Loss of flagellum-based motility by Listeria monocytogenes results in formation of hyperbiofilms

Abstract

Biofilm formation by the gram-positive, motile, food-borne pathogen Listeria monocytogenes was demonstrated to occur by an ordered series of stages. Biofilm development involves flagellum-based motility, which when blocked decreases initial bacterial surface attachment but subsequently leads to the formation of hyperbiofilms, surface-attached communities reaching high density.

FIG. 1.

Bright-field microscopy of flow cells inoculated with L. monocytogenes 10403s. The flow cell at ambient temperature was inoculated and allowed to remain static for 1 h. Medium flow was then restored, and images of surface-attached cells were captured at a magnification of either ×1,000 to image individual surface-attached cells or ×62.5 to visualize masses of surface-attached cells (dark regions against light background). The time points and level of magnification for each image are indicted in the upper left and right, respectively. Stage 1, surface attachment of individual cells; stage 2, microcolony formation; stage 3, biofilm maturation; stage 4, community dissociation (60 h) followed by regeneration (72 h).

FIG. 2.

Loss of flagellar motility alters the dynamics of L. monocytogenes biofilm development. (A) Quantification of crystal violet staining (optical density at 595 nm [OD₅₉₅]) to indirectly measure the amount of surface-attached biomass for selected strains following 24 h of cultivation in static 96-well polyvinyl chloride microtiter plates at 30°C. Each strain examined is indicated along with the relevant genotype. Each assay was completed in triplicate. The data were statistically analyzed by a two-tailed t test to compare each mutant to the wild-type strain. Significant differences are indicated by an asterisk when P is <0.05. (B) Examination of motility mutants cultured in a flow cell at ambient temperature. Mutants display an initial lag in surface attachment (compare at 0 h).
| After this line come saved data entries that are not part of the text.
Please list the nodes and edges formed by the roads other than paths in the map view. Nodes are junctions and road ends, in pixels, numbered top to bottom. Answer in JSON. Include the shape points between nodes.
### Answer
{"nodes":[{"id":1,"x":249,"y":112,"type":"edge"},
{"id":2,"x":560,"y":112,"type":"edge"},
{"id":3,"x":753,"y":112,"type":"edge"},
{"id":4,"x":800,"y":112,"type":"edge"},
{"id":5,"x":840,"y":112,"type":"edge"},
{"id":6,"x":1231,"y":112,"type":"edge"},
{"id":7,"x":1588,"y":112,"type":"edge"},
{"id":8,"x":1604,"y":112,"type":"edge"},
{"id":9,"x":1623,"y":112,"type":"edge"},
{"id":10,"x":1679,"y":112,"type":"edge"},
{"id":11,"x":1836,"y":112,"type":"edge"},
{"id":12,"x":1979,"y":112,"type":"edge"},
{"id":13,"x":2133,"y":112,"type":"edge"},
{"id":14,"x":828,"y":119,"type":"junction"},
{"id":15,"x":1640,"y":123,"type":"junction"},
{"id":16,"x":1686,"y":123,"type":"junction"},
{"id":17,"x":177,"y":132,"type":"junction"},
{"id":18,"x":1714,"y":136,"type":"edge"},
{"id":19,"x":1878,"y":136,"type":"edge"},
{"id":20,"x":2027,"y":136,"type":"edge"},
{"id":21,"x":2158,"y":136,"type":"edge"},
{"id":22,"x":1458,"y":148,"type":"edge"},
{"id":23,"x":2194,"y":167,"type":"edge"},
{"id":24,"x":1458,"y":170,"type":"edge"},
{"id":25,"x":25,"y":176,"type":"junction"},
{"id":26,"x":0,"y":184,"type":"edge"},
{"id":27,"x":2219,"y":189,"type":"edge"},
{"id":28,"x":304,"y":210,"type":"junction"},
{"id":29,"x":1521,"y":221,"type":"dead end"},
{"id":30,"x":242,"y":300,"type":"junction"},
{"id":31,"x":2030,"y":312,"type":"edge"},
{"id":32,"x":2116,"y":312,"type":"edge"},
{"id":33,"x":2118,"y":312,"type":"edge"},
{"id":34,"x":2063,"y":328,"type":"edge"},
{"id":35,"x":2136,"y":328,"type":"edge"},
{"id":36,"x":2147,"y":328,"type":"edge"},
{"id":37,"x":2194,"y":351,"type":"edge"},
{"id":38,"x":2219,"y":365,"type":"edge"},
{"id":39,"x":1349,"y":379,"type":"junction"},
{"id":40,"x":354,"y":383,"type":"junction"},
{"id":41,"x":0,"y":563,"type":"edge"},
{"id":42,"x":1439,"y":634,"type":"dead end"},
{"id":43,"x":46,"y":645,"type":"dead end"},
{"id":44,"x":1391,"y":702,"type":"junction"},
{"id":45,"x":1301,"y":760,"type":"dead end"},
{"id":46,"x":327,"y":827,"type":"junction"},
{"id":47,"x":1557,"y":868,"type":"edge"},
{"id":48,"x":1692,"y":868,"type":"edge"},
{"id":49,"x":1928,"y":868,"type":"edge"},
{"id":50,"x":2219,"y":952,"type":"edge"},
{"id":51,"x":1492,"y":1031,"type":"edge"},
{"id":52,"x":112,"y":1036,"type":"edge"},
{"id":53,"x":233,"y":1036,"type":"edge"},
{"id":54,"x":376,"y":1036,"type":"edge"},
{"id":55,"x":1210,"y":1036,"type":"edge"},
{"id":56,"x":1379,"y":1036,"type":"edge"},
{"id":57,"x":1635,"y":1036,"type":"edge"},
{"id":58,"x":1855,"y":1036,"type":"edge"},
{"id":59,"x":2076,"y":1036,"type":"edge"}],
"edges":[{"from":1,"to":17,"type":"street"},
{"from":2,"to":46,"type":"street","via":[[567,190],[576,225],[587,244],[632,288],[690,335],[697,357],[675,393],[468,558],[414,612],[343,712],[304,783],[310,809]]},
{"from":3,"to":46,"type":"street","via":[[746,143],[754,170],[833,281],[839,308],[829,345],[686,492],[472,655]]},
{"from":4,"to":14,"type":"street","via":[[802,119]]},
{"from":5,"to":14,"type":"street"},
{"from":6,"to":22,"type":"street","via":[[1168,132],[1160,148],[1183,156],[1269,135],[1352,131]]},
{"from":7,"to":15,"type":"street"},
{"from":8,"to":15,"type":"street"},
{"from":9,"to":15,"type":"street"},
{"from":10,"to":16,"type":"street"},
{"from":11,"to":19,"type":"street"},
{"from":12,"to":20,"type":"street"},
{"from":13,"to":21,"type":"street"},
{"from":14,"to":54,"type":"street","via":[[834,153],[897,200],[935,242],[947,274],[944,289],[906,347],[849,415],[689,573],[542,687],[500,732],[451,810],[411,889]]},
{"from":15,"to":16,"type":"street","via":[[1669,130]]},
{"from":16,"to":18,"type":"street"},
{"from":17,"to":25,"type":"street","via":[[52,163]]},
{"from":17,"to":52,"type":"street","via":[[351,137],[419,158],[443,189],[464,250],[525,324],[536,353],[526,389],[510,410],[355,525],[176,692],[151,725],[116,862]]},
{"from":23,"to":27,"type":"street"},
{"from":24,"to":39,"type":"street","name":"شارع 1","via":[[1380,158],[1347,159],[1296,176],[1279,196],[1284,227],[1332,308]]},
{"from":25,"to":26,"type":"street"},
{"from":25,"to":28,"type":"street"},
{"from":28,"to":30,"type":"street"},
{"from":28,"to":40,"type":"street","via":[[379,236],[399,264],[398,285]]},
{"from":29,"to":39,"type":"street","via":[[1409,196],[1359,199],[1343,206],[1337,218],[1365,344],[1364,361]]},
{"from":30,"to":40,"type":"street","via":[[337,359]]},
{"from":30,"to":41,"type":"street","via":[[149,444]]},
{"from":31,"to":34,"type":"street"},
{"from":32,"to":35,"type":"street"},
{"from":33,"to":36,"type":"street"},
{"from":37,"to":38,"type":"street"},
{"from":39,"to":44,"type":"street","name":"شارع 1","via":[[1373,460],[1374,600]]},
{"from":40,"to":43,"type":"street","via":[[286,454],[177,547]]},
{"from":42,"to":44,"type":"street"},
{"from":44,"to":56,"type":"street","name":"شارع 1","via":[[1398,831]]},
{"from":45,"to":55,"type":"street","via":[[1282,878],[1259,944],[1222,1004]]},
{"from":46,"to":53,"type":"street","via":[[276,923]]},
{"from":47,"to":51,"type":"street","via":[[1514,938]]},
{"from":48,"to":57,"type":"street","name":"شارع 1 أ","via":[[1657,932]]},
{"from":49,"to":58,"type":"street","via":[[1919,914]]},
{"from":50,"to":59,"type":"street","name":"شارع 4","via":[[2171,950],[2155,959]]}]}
Subsequently, the mutants progressively form surface-attached communities to a greater extent than the wild-type strain. The flow cells were treated as described in the legend of Fig. 1. The time points and level of magnification for each image are indicted in the upper left and right, respectively. (C) Motility mutants form HBs, an accumulation of surface-attached cells that impede the flow of medium to the flow cell. Bacterial strains were cultivated as described in the legend of Fig. 1 but were allowed to grow for 60 h. The image was captured with a standard digital camera to show a macroscopic view. Each chamber of the flow cell shown was inoculated with a different L. monocytogenes strain as indicated.

FIG. 3.

Microscopic examination of selected motility mutants and the wild-type strain. Each strain was cultivated in liquid medium as static planktonic cultures. Bacteria were stained as previously described (8). As expected, GMY1447, GMYL1448, GMY1432, and GMY1380 did not produce flagella. The wild-type (WT) strain 10403s and GMYL1455 produced flagella and were motile. Strain characteristics are indicated on the figure; plasmid pGMY21 is a flaA⁺ derivative of the integration vector pPL2 (10). Strains GMYL1434 and GMYL1385 produced flagella but were not motile, which is consistent with loss of motor function resulting in paralyzed flagella.

FIG. 4.

Deletion of flagellar genes affects biofilm development. The experimental conditions are as described in the legend of Fig. 1. Each chamber of the flow cell was inoculated with a different L. monocytogenes strain, as indicated above the images.